Surgery avoidance rates among total knee replacement candidates following a non-invasive biomechanical intervention: A retrospective cohort studyAndrew Greene, Christopher Miles
Nearly twenty million people are affected by osteoarthritis (OA) across the UK. For end-stage knee OA, total knee replacement (TKR) is considered as the standard of care, but this major surgery carries high costs, long waiting lists, and risk for further revision surgeries. Health systems are therefore looking for effective alternatives to treat these cohorts, significantly delaying, and potentially avoiding joint replacement surgery altogether. The purpose of this study was to examine the 2-year surgery avoidance rate amongst TKR candidates that received a non-invasive biomechanical intervention.
A retrospective clinical audit was conducted on 365 NHS patients with end-stage knee OA patients eligible for TKR. Each patient was individually fitted with a non-invasive, shoe-like, biomechanical device, that alters the foot center of pressure, minimizes reported symptoms, and promotes neuromuscular control training using convex pods under the sole. Patients used the device for short periods during activities of daily living and were followed for two years. The primary outcome was surgery status after 2 years. Secondary outcomes were evaluated using the generalized linear mixed-models procedure and included changes in pain, function (WOMAC and Oxford Knee Score (OKS), and spatiotemporal gait measured at 3, 6, 12, and 24 months from baseline.
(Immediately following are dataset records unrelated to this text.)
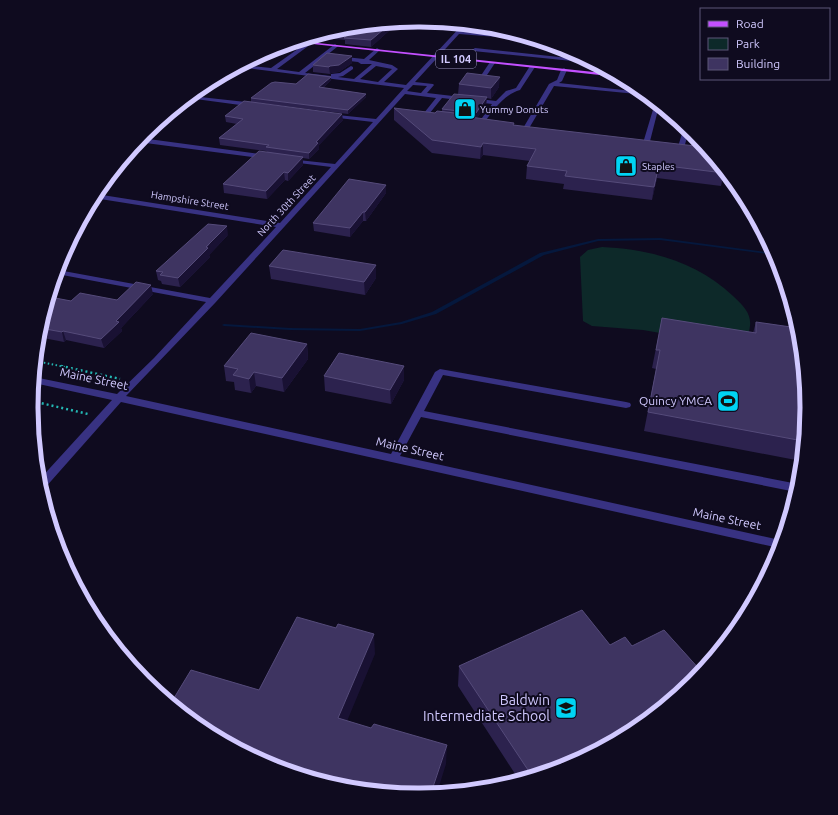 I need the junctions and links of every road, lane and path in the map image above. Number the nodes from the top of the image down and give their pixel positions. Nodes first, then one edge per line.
1 (461, 29) edge
2 (458, 32) junction
3 (485, 34) joint
4 (310, 43) edge
5 (306, 44) edge
6 (335, 46) junction
7 (532, 46) edge
8 (377, 50) junction
9 (475, 50) dead end
10 (322, 56) junction
11 (564, 56) edge
12 (434, 57) junction
13 (365, 61) junction
14 (492, 63) junction
15 (581, 63) edge
16 (375, 64) junction
17 (249, 67) edge
18 (532, 67) junction
19 (272, 70) junction
20 (564, 70) junction
21 (576, 71) junction
22 (300, 74) junction
23 (602, 74) edge
24 (311, 75) junction
25 (356, 80) junction
26 (479, 82) edge
27 (380, 83) junction
28 (552, 84) junction
29 (406, 87) junction
30 (632, 93) edge
31 (422, 95) junction
32 (198, 98) edge
33 (439, 99) junction
34 (459, 103) edge
35 (470, 105) edge
36 (494, 105) junction
37 (260, 106) edge
38 (656, 110) edge
39 (323, 114) edge
40 (415, 117) edge
41 (423, 118) junction
42 (430, 119) edge
43 (378, 121) junction
44 (473, 124) edge
45 (480, 125) junction
46 (487, 126) edge
47 (517, 130) edge
48 (525, 130) junction
49 (532, 131) edge
50 (684, 134) edge
51 (147, 141) edge
52 (633, 144) edge
53 (701, 152) edge
54 (273, 158) edge
55 (281, 159) edge
56 (336, 166) junction
57 (102, 197) edge
58 (281, 225) junction
59 (63, 273) edge
60 (212, 301) junction
61 (42, 362) edge
62 (39, 381) edge
63 (136, 382) junction
64 (119, 398) junction
65 (38, 402) edge
66 (626, 406) dead end
67 (418, 413) junction
68 (103, 417) junction
69 (394, 458) junction
70 (46, 480) edge
71 (791, 487) edge
72 (775, 543) edge

1 - 2 street, North 30th Street
2 - 3 street
2 - 12 street, North 30th Street
3 - 7 street
4 - 6 main road, IL 104
5 - 19 street
6 - 8 main road, IL 104
6 - 10 street
7 - 9 street
7 - 11 street
8 - 12 main road, IL 104
8 - 13 street
10 - 13 street
10 - 22 street
12 - 14 main road, IL 104
12 - 29 street, North 30th Street
13 - 16 street
13 - 24 street
14 - 18 main road, IL 104
14 - 26 street
15 - 21 street
16 - 25 street
16 - 27 street
17 - 19 street
18 - 20 main road, IL 104
18 - 36 street
19 - 22 street
20 - 21 main road, IL 104
20 - 28 street
21 - 23 main road, IL 104
22 - 24 street
24 - 25 street
25 - 27 street
27 - 29 street
28 - 30 street
28 - 48 street
29 - 31 street
29 - 31 street
29 - 43 street, North 30th Street
31 - 33 street
32 - 37 street
33 - 34 street
33 - 36 street
33 - 41 street
35 - 36 street
36 - 45 street
38 - 52 street
39 - 43 street
40 - 41 street
41 - 42 street
43 - 56 street, North 30th Street
44 - 45 street
45 - 46 street
47 - 48 street
48 - 49 street
50 - 53 street
51 - 54 street
55 - 56 street
56 - 58 street, North 30th Street
57 - 58 street, Hampshire Street
58 - 60 street, North 30th Street
59 - 60 street
60 - 63 street, North 30th Street
61 - 63 path
62 - 64 street, Maine Street
63 - 64 street, North 30th Street
64 - 68 street, North 30th Street
64 - 69 street, Maine Street
65 - 68 path
66 - 67 street
67 - 69 street
67 - 71 street
68 - 70 street, North 30th Street
69 - 72 street, Maine Street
Of the 365 candidates for TKR, 305 (84%) avoided surgery at 2 years. Patients displayed significant clinical improvements over time. Six months after starting treatment, average pain decreased by 42%, average function improved by 39%, and average OKS increased by 7.6 points. These continued to improve over the 2 years. All spatial-temporal gait measures improved over time (p<0.001).
The current results suggest that a non-invasive biomechanical treatment may help end-stage knee OA patients delay knee replacement surgery for at least 2 years or avoid it altogether. This treatment may provide an effective non-surgical alternative for managing these patients in the community, alleviating pain, and improving gait and function.